== WORK INSTRUCTIONS ==
Only the pictures are to be dropped, and the rest of the data should be copied exactly.

== INPUT DATA ==

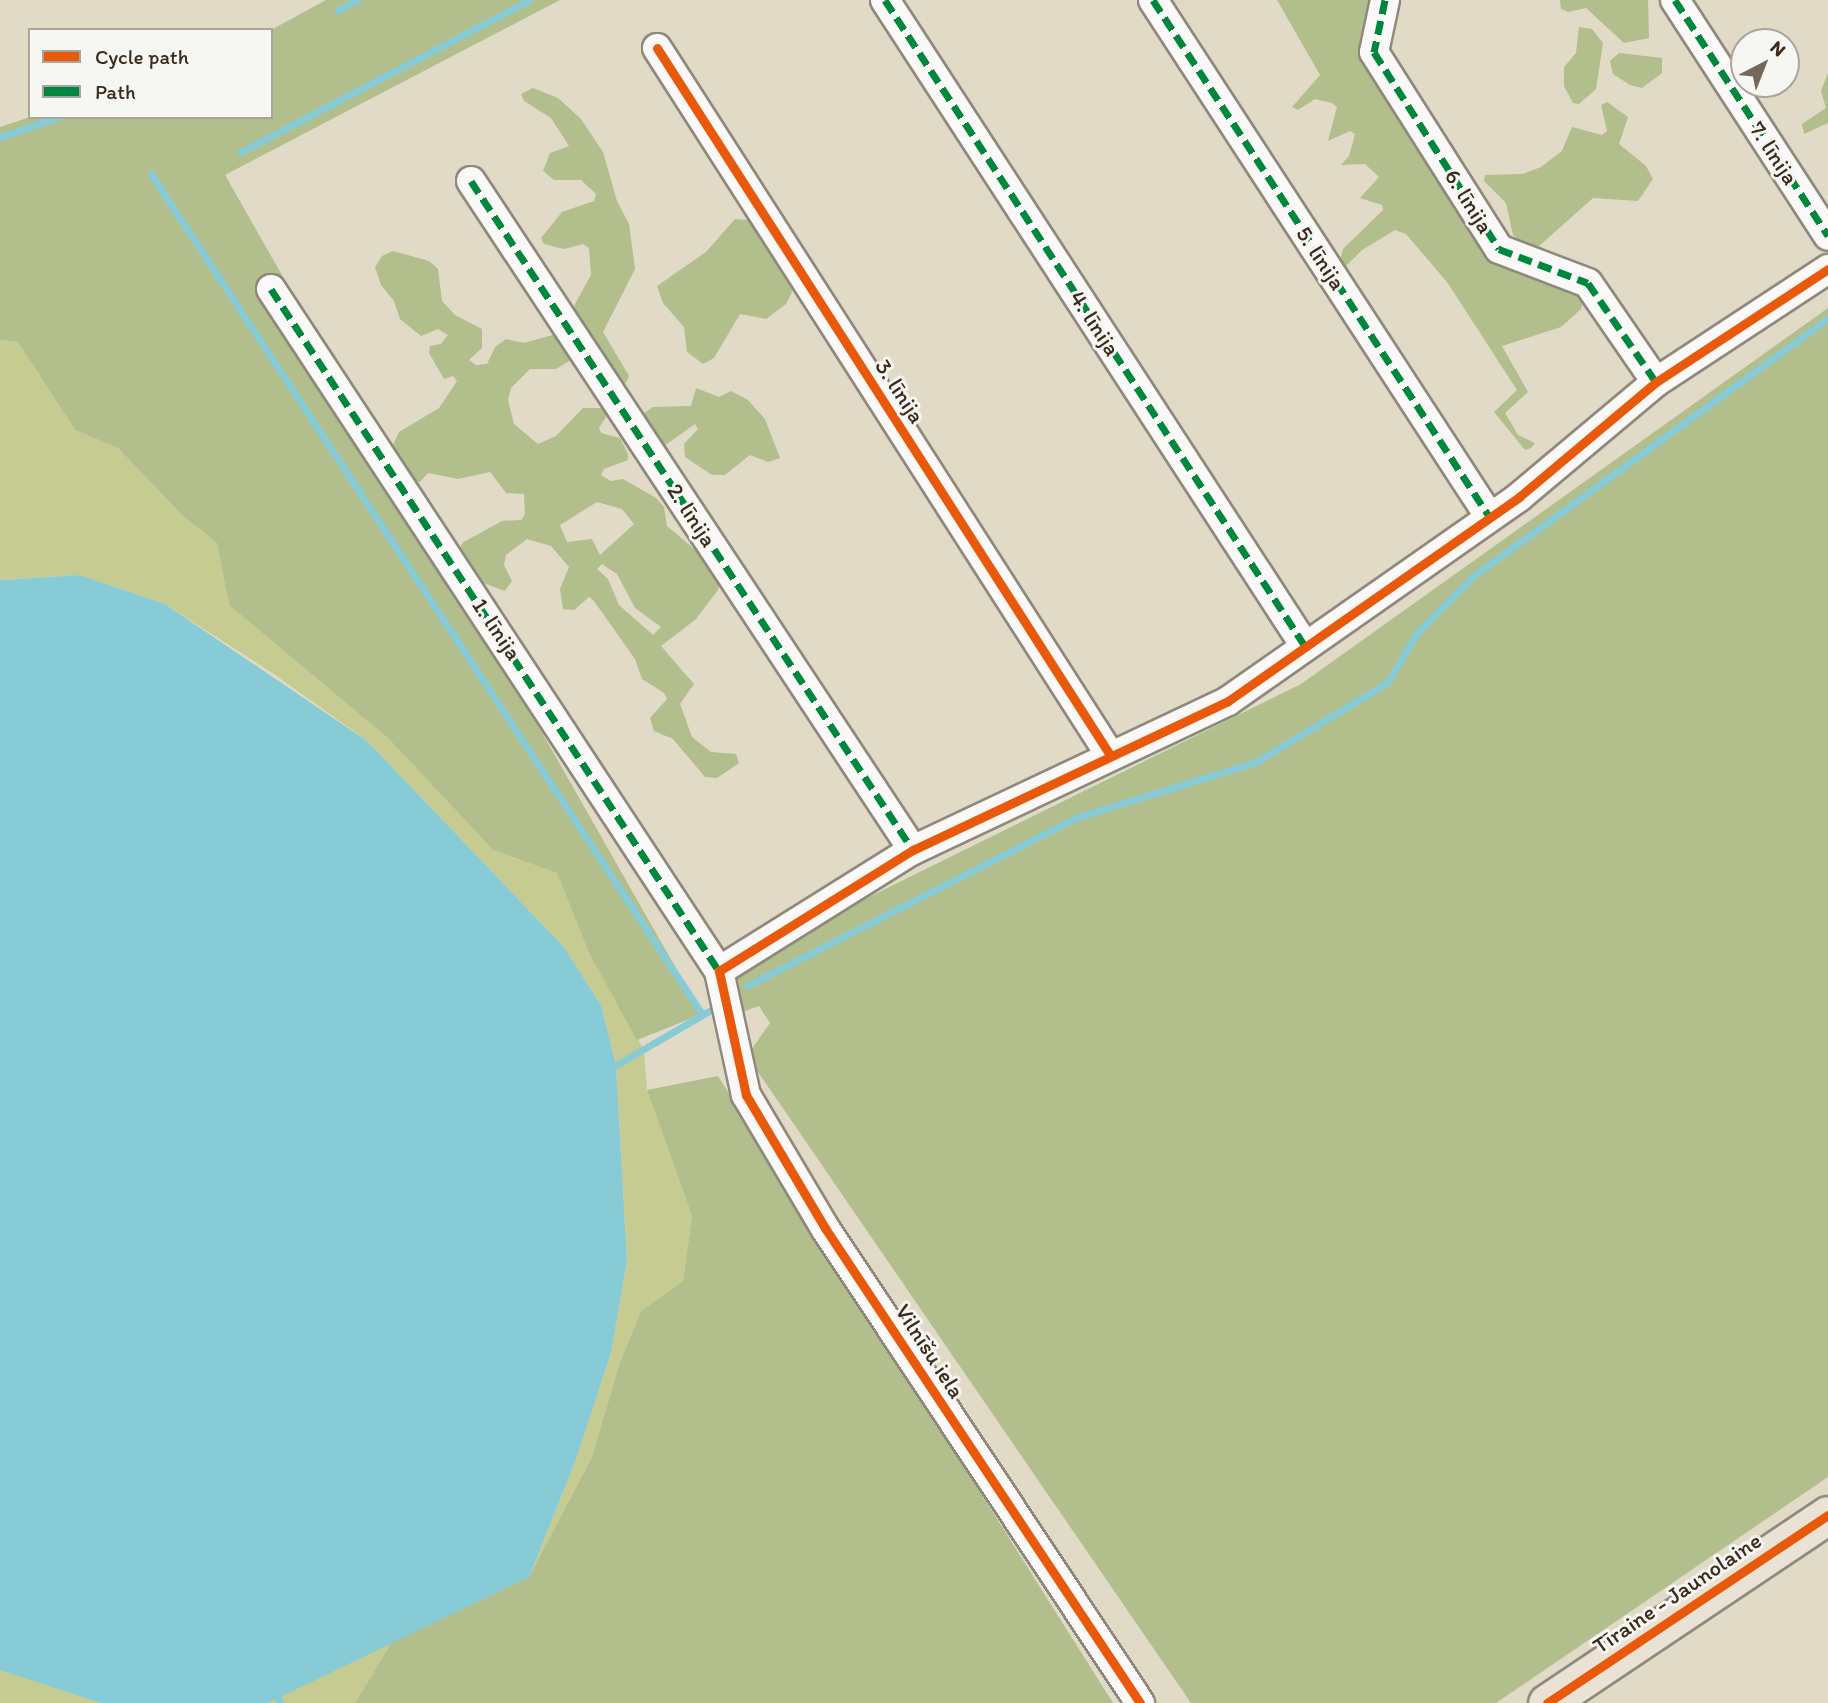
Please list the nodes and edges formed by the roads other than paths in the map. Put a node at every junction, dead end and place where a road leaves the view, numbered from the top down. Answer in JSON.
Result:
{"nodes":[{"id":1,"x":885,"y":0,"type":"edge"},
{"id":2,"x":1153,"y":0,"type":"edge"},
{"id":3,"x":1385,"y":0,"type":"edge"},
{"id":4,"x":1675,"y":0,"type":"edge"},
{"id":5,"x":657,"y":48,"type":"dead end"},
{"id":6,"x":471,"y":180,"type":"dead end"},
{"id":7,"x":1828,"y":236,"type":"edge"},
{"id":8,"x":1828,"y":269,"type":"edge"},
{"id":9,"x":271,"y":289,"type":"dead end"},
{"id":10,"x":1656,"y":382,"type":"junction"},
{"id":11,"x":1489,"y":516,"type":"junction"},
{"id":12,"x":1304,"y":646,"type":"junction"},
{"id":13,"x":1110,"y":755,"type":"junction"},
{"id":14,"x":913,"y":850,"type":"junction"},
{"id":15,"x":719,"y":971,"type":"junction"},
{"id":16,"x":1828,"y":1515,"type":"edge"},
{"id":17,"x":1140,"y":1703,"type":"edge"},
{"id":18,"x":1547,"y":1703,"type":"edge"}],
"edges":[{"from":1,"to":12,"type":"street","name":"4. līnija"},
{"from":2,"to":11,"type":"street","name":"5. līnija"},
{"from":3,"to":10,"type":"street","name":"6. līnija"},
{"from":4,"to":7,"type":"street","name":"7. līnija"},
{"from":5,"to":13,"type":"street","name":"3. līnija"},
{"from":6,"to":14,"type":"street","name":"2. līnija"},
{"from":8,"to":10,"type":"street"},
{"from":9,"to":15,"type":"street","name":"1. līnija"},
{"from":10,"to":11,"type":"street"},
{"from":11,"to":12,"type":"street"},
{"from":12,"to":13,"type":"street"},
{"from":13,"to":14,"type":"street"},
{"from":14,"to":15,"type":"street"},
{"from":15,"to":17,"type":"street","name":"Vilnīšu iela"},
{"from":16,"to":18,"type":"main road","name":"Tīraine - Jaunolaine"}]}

== ANSWER BOX ==
Please list the nodes and edges formed by the roads other than paths in the map. Put a node at every junction, dead end and place where a road leaves the view, numbered from the top down. Answer in JSON.
Result:
{"nodes":[{"id":1,"x":885,"y":0,"type":"edge"},
{"id":2,"x":1153,"y":0,"type":"edge"},
{"id":3,"x":1385,"y":0,"type":"edge"},
{"id":4,"x":1675,"y":0,"type":"edge"},
{"id":5,"x":657,"y":48,"type":"dead end"},
{"id":6,"x":471,"y":180,"type":"dead end"},
{"id":7,"x":1828,"y":236,"type":"edge"},
{"id":8,"x":1828,"y":269,"type":"edge"},
{"id":9,"x":271,"y":289,"type":"dead end"},
{"id":10,"x":1656,"y":382,"type":"junction"},
{"id":11,"x":1489,"y":516,"type":"junction"},
{"id":12,"x":1304,"y":646,"type":"junction"},
{"id":13,"x":1110,"y":755,"type":"junction"},
{"id":14,"x":913,"y":850,"type":"junction"},
{"id":15,"x":719,"y":971,"type":"junction"},
{"id":16,"x":1828,"y":1515,"type":"edge"},
{"id":17,"x":1140,"y":1703,"type":"edge"},
{"id":18,"x":1547,"y":1703,"type":"edge"}],
"edges":[{"from":1,"to":12,"type":"street","name":"4. līnija"},
{"from":2,"to":11,"type":"street","name":"5. līnija"},
{"from":3,"to":10,"type":"street","name":"6. līnija"},
{"from":4,"to":7,"type":"street","name":"7. līnija"},
{"from":5,"to":13,"type":"street","name":"3. līnija"},
{"from":6,"to":14,"type":"street","name":"2. līnija"},
{"from":8,"to":10,"type":"street"},
{"from":9,"to":15,"type":"street","name":"1. līnija"},
{"from":10,"to":11,"type":"street"},
{"from":11,"to":12,"type":"street"},
{"from":12,"to":13,"type":"street"},
{"from":13,"to":14,"type":"street"},
{"from":14,"to":15,"type":"street"},
{"from":15,"to":17,"type":"street","name":"Vilnīšu iela"},
{"from":16,"to":18,"type":"main road","name":"Tīraine - Jaunolaine"}]}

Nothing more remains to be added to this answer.